Hi Robert,
We are working on a new open source snapshot build we can provide to you which
may improve performance somewhat although no guarantees as the order by will
always result in a full table scan first to order it then limit the results.
What datasets do you have loaded in your store, is there a sample dataset we
could load locally to see this issue first hand.
For the query you were getting the syntax error with, try running the following:
PREFIX dc: <http://purl.org/dc/elements/1.1/>
SELECT DISTINCT *
from <http://dbpedia.org>
WHERE
{{
SELECT DISTINCT?title ?u ?created
WHERE
{
?prog dc:title ?title;
dc:created ?created.
?u dbpprop:name ?name .
FILTER (bif:isnotnull (bif:strstr ( str(?name), ?title)))
} LIMIT 1
}} ORDER BY DESC (?created)
Note the double curly brackets ie “{{ ...}}” , I also had to add ?created to
the result list otherwise you get another error indicating "SP031: SPARQL
compiler: Variable 'created' is used in the query result set but not assigned
"
Best Regards
Hugh Williams
Professional Services
OpenLink Software
Web: http://www.openlinksw.com
Support: http://support.openlinksw.com
Forums: http://boards.openlinksw.com/support
Twitter: http://twitter.com/OpenLink
On 13 Jun 2011, at 23:05, Robert Globisch wrote:
> Hi Hugh,
>
> thank you!
>
> There seems to be no noticeable decrease of execution time when i use this
> ORDER BY clause.
>
> In the meantime I did some further tests.
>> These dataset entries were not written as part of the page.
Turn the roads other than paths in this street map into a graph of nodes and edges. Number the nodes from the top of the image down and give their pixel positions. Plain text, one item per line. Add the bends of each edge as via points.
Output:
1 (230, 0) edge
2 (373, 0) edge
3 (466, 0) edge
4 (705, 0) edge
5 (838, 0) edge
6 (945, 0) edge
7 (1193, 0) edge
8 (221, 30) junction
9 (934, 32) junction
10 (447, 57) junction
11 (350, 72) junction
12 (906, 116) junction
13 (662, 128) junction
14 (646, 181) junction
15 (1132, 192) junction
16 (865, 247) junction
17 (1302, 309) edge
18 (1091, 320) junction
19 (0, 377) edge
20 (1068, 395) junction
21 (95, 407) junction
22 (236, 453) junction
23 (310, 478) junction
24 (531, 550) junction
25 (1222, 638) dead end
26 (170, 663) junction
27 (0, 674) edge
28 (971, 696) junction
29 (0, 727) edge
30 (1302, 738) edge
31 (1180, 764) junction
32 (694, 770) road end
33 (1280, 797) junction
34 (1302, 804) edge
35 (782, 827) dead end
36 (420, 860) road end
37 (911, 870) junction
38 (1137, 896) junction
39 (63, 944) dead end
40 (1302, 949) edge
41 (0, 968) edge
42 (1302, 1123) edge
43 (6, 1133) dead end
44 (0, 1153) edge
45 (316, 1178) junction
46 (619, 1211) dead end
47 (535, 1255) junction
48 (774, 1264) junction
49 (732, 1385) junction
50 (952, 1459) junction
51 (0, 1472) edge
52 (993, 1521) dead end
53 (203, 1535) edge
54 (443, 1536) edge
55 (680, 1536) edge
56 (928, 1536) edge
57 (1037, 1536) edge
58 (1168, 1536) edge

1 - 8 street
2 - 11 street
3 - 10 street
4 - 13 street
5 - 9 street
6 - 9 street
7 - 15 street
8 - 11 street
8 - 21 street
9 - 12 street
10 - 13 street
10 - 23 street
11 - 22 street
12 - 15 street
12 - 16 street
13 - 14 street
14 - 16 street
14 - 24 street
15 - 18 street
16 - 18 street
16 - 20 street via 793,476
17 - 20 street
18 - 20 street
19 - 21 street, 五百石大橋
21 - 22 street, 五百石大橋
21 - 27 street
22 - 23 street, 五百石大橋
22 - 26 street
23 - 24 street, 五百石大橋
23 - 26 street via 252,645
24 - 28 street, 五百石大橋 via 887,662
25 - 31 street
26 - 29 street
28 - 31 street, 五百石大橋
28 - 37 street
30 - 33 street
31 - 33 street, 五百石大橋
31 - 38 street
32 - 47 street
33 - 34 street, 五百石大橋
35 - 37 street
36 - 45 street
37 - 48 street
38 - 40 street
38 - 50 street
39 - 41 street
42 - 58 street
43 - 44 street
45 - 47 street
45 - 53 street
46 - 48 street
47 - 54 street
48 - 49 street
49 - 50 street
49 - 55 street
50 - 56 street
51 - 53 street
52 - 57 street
It seems to me like the ORDER BY
> clause causes this massive performance slowdowns.
> When i use the following query without the ORDER BY clause the performance is
> quite acceptable even dc:created property is included.
>
> [notice: to improve performance i use dbpprop:name instead of rdfs:label now.
> Think it will avoid labels of concepts/ontologys etc. i do not need for my
> results]
>
>
> See:
>
> PREFIX dc: <http://purl.org/dc/elements/1.1/>
> select distinct ?title ?u
> from <http://dbpedia.org>
> WHERE
> {
> ?prog dc:title ?title;
> dc:created ?created.
>
> ?u dbpprop:name ?name .
> FILTER (bif:isnotnull (bif:strstr ( str(?name), ?title)))
> }
> LIMIT 1
>
> > execution time on my 4gb quadcore system: about 60s with LIMIT 1 (2, 4) ;
> > and about 120s with LIMIT 8
>
> When i add the ORDER BY clause (within search pattern or beyond using your
> proposition) it's not usable anymore (execution time: about 10 minutes).
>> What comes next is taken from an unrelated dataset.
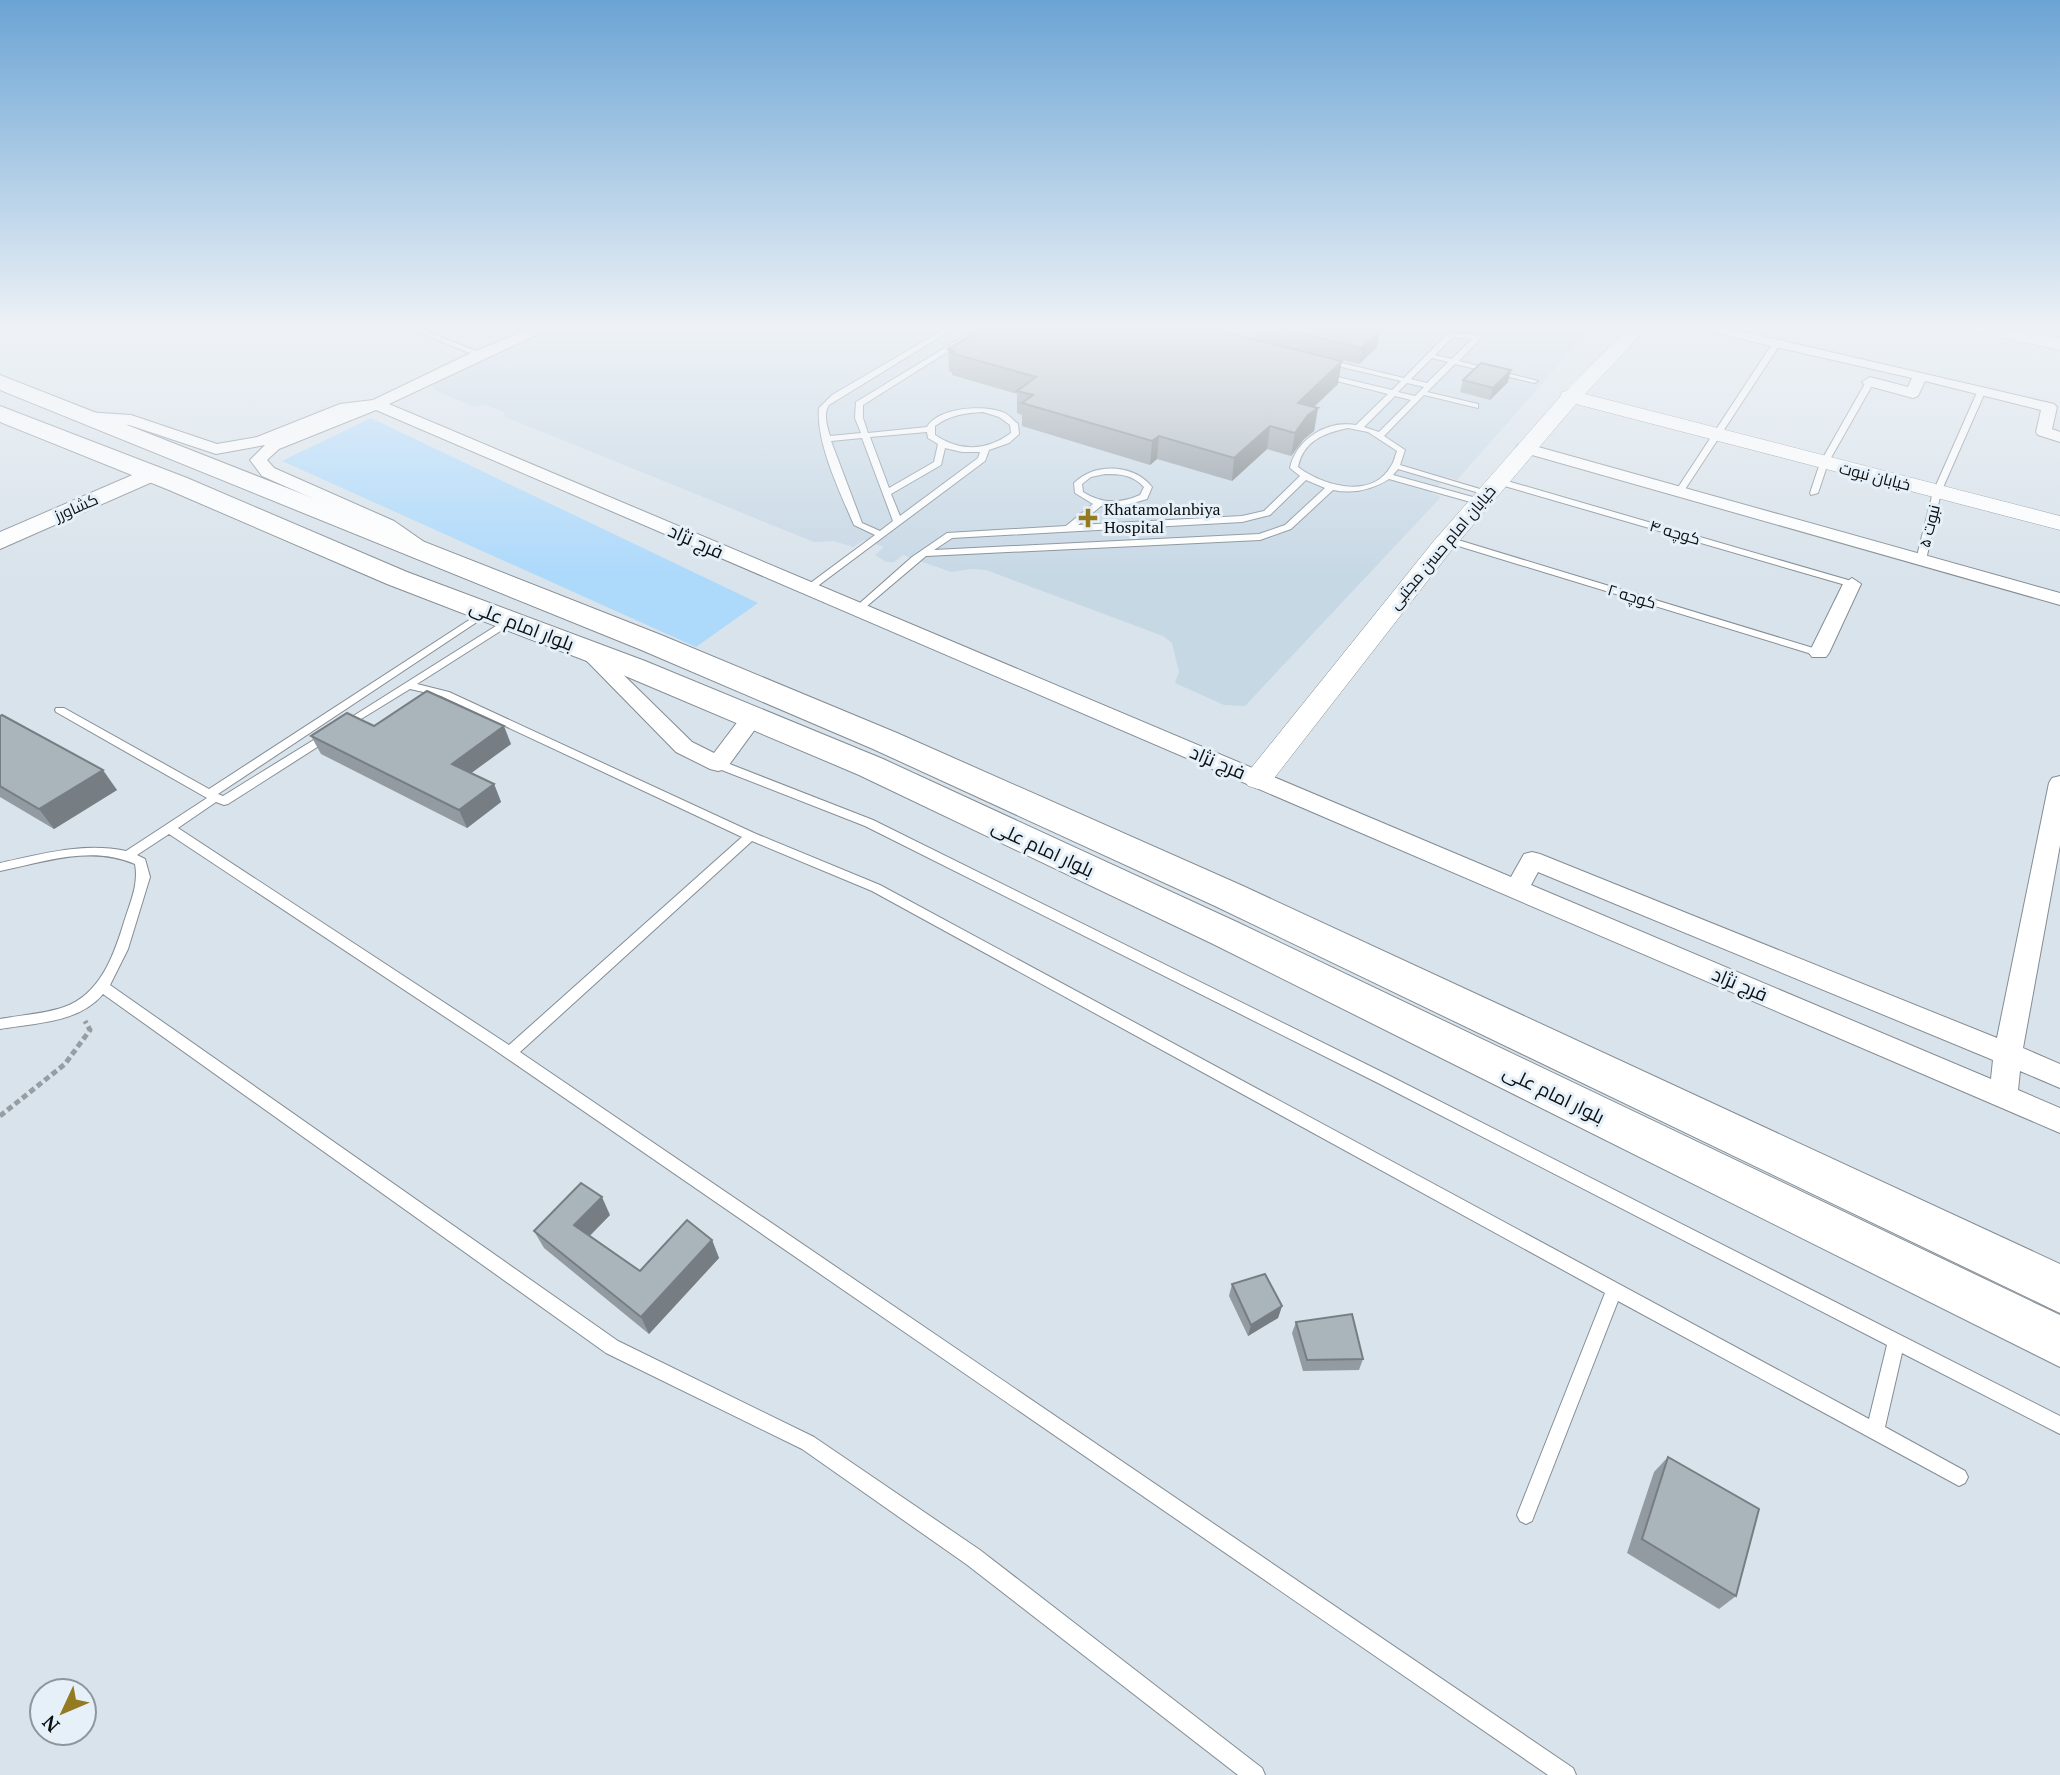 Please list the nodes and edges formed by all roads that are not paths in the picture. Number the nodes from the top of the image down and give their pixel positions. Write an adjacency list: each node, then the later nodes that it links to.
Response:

> My aim is to find the result(s) for my last created triple (newest one) thats
> because i added the dc:created property.
>
> As far as i read the ORDER BY clause it sorting the whole table before,
> right? Not only the limited results?
> Could this be bypassed someway?
>
> Maybe putting all my dc:title triples into a separate graph, sorting them by
> ?created and put them into a subquery using bif:strstr function?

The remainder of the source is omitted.